### MATERIAL FOR THIS EXERCISE

[Start of section]

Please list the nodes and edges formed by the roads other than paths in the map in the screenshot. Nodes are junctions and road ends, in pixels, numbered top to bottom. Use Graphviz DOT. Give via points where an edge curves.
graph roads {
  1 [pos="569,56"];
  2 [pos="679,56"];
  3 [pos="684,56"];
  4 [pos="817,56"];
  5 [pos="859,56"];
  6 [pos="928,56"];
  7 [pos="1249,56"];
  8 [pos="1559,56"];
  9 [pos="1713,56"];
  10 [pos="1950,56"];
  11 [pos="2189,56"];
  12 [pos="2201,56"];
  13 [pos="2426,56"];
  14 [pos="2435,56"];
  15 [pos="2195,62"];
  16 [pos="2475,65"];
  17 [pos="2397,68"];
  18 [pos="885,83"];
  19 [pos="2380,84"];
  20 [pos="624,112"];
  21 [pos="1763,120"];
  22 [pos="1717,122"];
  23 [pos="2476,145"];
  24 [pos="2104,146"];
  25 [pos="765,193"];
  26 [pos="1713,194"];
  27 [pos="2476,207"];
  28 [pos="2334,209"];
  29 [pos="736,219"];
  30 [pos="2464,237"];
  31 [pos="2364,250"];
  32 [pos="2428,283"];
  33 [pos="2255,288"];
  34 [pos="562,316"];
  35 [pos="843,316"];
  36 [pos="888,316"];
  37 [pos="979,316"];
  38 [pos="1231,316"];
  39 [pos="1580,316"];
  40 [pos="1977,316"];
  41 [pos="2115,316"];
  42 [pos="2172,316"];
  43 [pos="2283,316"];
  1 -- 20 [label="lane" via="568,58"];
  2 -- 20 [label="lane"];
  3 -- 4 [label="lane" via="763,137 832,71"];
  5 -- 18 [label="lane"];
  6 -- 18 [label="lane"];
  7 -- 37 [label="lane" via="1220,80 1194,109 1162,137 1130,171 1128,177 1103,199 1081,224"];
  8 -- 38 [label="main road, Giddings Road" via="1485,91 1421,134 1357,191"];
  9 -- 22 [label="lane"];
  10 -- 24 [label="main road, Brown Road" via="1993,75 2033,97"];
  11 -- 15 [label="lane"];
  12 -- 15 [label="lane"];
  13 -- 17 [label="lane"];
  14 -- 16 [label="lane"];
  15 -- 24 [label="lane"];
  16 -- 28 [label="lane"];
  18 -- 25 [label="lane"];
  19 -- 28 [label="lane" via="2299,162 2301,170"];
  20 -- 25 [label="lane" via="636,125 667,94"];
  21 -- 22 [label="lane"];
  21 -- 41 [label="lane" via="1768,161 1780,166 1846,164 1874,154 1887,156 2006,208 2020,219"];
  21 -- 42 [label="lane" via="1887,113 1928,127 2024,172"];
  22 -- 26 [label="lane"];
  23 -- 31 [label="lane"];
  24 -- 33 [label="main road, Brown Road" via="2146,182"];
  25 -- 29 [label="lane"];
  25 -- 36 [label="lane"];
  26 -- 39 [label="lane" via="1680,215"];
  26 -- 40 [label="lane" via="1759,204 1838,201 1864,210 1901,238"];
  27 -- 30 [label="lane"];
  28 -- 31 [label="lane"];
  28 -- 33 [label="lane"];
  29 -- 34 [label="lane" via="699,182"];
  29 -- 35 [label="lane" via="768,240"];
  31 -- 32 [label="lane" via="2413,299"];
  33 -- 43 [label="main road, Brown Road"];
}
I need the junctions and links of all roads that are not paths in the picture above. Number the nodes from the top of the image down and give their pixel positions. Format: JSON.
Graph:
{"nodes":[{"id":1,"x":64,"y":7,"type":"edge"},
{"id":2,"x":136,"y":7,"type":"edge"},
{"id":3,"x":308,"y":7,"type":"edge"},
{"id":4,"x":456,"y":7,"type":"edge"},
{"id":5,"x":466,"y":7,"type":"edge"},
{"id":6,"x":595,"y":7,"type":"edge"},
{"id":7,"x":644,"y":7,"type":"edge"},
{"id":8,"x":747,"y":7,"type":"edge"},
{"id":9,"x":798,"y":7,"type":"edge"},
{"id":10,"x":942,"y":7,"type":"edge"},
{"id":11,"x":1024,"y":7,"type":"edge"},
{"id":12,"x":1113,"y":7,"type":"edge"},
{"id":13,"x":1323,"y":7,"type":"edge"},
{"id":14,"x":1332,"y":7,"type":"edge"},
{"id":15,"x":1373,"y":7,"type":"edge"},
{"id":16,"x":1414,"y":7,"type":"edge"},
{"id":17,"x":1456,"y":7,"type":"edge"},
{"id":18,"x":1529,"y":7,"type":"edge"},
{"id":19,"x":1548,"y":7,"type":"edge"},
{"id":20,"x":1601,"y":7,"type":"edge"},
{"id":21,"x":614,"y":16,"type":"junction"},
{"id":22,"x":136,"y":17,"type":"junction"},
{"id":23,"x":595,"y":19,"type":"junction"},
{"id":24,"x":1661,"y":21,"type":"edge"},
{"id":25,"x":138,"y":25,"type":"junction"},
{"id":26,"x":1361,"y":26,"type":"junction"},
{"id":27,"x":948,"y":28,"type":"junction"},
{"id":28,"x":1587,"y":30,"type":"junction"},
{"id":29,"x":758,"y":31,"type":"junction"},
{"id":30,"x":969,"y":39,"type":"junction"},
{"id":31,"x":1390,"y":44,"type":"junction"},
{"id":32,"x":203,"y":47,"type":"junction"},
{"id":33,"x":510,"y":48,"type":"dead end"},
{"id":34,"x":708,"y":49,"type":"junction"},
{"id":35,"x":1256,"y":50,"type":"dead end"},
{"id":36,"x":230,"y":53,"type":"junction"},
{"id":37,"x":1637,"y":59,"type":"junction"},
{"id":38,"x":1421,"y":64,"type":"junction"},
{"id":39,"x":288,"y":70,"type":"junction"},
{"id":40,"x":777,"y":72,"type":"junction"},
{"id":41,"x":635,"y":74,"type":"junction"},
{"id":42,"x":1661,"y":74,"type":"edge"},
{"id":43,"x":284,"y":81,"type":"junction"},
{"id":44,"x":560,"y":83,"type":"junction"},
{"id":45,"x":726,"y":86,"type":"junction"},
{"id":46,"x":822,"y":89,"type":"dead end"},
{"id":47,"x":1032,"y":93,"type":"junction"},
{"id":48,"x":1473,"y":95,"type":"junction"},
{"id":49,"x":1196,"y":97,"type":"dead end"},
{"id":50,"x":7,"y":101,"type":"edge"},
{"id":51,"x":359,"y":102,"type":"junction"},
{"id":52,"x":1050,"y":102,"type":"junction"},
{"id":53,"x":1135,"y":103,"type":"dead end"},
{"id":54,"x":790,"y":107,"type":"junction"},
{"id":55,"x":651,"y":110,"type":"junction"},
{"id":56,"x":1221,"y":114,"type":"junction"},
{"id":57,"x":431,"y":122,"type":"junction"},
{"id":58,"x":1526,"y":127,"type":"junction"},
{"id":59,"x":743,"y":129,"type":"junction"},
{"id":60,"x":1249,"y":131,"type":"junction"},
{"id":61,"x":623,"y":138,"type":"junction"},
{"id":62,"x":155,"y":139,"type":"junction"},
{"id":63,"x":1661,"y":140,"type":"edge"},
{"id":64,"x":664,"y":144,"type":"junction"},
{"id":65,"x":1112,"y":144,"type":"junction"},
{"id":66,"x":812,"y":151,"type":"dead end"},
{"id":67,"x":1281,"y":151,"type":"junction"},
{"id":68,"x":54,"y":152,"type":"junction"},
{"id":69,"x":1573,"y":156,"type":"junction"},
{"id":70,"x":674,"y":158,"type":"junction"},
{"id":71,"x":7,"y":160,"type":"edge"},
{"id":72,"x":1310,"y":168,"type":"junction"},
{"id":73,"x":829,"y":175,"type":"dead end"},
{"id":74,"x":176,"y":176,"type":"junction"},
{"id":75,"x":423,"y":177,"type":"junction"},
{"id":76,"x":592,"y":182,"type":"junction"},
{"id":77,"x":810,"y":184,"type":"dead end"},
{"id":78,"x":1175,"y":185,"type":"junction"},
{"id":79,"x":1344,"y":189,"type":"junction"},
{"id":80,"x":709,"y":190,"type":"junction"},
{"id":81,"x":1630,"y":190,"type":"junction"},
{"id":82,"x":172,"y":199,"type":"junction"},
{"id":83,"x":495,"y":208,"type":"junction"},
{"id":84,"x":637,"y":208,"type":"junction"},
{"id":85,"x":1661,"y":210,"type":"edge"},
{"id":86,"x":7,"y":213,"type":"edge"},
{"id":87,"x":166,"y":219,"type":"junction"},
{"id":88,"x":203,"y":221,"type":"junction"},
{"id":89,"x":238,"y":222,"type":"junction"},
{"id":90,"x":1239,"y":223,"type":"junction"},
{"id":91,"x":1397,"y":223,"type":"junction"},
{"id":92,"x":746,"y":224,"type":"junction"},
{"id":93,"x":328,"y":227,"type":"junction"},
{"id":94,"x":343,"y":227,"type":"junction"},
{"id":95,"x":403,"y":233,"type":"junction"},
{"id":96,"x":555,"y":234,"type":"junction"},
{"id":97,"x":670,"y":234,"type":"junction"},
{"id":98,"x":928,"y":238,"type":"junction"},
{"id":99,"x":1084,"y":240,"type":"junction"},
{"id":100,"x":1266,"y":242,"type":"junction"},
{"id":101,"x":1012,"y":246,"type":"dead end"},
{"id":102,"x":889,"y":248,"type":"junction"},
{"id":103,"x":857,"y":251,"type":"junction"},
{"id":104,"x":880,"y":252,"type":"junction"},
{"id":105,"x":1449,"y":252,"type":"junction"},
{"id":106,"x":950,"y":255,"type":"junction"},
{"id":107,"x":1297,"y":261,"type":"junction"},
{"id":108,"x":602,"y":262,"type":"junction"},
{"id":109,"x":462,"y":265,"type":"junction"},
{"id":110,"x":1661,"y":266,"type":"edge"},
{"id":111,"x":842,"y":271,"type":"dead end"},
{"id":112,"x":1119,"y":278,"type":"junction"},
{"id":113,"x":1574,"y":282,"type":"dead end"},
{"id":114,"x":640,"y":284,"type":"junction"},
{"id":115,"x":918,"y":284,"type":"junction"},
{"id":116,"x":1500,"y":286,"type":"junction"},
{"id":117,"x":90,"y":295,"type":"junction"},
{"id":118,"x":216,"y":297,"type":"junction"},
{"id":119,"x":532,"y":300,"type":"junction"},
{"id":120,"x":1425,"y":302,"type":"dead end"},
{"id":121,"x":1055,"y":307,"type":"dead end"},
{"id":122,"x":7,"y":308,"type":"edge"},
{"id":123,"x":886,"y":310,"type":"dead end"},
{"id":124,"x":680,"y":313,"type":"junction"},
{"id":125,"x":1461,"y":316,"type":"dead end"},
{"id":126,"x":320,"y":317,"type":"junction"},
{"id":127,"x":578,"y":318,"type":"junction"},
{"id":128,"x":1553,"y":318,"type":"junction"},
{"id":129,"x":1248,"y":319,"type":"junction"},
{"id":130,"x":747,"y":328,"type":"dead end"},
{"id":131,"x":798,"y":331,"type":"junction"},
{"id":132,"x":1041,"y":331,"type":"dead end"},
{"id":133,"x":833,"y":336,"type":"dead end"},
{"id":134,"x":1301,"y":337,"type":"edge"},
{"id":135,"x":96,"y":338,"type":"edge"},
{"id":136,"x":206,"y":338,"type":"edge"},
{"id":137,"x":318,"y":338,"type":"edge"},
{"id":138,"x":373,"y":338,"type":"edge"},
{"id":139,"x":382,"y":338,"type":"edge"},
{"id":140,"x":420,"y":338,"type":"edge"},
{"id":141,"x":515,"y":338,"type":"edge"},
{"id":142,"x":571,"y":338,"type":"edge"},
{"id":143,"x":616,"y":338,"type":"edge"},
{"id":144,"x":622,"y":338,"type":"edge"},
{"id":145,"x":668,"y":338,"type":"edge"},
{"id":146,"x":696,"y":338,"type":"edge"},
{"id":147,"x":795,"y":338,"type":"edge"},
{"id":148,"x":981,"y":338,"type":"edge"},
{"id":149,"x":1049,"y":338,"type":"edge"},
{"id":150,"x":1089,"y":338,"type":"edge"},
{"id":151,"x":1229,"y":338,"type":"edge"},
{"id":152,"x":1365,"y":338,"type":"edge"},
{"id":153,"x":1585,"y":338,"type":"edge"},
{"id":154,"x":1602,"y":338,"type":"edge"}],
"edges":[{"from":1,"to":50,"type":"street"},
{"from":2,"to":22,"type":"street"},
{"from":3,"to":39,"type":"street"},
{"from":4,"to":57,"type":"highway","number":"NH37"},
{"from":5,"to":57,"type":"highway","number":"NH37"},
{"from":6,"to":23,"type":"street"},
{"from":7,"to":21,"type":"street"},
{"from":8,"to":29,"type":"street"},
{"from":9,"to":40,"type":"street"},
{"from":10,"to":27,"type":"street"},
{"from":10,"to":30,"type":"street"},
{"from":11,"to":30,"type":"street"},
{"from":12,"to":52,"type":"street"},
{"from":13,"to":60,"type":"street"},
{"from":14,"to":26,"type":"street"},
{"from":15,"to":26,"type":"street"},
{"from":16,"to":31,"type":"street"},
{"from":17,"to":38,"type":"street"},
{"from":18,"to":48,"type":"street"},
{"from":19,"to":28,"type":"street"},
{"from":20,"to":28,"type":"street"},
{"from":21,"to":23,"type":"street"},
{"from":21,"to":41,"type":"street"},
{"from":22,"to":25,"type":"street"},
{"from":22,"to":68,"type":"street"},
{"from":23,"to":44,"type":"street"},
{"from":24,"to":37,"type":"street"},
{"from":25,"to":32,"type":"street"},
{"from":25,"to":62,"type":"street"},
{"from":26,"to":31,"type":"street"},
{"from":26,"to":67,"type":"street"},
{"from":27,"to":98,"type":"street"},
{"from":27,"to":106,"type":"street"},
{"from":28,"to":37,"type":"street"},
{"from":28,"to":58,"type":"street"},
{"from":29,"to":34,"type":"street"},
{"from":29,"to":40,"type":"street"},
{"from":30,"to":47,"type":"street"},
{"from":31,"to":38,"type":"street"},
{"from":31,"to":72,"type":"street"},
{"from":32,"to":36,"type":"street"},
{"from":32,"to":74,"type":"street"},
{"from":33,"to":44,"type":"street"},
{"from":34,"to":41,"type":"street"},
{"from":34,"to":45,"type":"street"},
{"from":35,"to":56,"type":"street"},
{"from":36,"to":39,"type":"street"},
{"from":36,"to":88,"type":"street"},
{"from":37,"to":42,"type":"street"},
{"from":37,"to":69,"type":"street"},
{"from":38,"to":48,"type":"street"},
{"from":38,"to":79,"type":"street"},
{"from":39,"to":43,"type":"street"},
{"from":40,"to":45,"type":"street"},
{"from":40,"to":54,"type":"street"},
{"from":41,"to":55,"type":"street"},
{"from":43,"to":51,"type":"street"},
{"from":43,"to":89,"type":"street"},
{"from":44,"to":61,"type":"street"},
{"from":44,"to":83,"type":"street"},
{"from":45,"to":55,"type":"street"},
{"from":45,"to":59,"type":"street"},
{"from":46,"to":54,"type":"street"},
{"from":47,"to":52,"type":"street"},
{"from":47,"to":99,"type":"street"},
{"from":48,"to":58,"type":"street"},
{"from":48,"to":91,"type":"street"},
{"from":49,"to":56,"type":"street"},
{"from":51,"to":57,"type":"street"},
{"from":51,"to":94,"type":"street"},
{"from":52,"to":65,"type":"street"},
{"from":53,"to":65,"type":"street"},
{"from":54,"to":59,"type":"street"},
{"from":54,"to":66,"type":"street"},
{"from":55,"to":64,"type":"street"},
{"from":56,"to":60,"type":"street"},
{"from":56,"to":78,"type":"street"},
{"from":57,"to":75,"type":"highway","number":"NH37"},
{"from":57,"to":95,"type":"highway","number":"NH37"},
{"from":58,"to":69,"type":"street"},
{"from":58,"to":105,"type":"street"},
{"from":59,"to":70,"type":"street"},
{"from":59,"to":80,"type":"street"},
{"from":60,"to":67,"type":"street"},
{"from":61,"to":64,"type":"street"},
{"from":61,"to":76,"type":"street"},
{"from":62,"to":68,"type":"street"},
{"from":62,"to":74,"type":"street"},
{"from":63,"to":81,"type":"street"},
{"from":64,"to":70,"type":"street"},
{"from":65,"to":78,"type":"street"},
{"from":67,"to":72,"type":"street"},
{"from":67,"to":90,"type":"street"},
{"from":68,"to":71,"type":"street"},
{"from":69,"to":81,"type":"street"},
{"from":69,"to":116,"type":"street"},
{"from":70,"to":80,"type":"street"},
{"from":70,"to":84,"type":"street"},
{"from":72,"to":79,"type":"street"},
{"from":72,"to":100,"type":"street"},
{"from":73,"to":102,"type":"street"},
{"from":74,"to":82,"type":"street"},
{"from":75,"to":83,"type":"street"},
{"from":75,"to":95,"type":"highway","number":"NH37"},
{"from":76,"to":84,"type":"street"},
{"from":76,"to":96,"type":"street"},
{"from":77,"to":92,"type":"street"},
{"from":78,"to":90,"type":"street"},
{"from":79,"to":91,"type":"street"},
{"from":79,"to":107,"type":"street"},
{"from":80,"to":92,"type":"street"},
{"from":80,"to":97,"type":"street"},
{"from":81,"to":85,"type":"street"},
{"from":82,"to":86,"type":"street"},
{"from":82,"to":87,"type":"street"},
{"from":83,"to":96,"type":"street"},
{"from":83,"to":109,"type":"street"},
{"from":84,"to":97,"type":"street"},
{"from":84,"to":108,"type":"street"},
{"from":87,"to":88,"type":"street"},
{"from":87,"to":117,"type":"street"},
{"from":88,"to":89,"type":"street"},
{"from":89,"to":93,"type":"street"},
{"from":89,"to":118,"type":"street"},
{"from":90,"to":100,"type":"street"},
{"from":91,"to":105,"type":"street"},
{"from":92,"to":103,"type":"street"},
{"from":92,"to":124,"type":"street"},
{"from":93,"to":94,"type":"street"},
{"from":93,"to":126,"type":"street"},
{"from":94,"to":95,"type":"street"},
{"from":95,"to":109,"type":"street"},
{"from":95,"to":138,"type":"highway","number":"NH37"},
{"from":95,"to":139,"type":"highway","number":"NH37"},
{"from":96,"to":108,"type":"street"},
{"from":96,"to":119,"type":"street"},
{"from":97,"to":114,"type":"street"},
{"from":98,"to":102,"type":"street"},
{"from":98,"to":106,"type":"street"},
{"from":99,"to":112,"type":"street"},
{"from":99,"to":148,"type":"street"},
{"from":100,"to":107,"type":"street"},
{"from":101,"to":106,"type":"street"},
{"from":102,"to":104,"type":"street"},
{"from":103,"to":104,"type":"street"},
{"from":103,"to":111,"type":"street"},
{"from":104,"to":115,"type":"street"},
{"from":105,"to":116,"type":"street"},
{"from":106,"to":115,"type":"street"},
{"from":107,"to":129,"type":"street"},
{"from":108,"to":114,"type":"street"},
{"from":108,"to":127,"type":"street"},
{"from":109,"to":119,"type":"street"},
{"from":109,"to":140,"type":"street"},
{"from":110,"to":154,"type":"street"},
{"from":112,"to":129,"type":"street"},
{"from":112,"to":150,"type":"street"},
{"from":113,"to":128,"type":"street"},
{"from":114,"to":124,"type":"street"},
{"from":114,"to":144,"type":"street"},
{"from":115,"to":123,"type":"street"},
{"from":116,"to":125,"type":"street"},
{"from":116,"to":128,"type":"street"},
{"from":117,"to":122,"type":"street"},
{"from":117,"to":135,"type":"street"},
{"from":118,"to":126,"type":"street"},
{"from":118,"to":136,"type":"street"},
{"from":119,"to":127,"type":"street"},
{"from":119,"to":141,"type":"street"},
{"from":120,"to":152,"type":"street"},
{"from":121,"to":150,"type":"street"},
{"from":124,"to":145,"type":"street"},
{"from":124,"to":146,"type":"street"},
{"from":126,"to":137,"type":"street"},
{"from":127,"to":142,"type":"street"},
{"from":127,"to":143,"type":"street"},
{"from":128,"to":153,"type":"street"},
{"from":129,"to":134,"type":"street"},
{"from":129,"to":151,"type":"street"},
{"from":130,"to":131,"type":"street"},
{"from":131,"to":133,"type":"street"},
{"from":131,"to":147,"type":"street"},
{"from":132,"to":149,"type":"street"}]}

[End of section]

### YOUR ASSIGNMENT
List all lines from the entries that include the word "highway".

### WRITTEN RESPONSE
{"from":4,"to":57,"type":"highway","number":"NH37"},
{"from":5,"to":57,"type":"highway","number":"NH37"},
{"from":57,"to":75,"type":"highway","number":"NH37"},
{"from":57,"to":95,"type":"highway","number":"NH37"},
{"from":75,"to":95,"type":"highway","number":"NH37"},
{"from":95,"to":138,"type":"highway","number":"NH37"},
{"from":95,"to":139,"type":"highway","number":"NH37"},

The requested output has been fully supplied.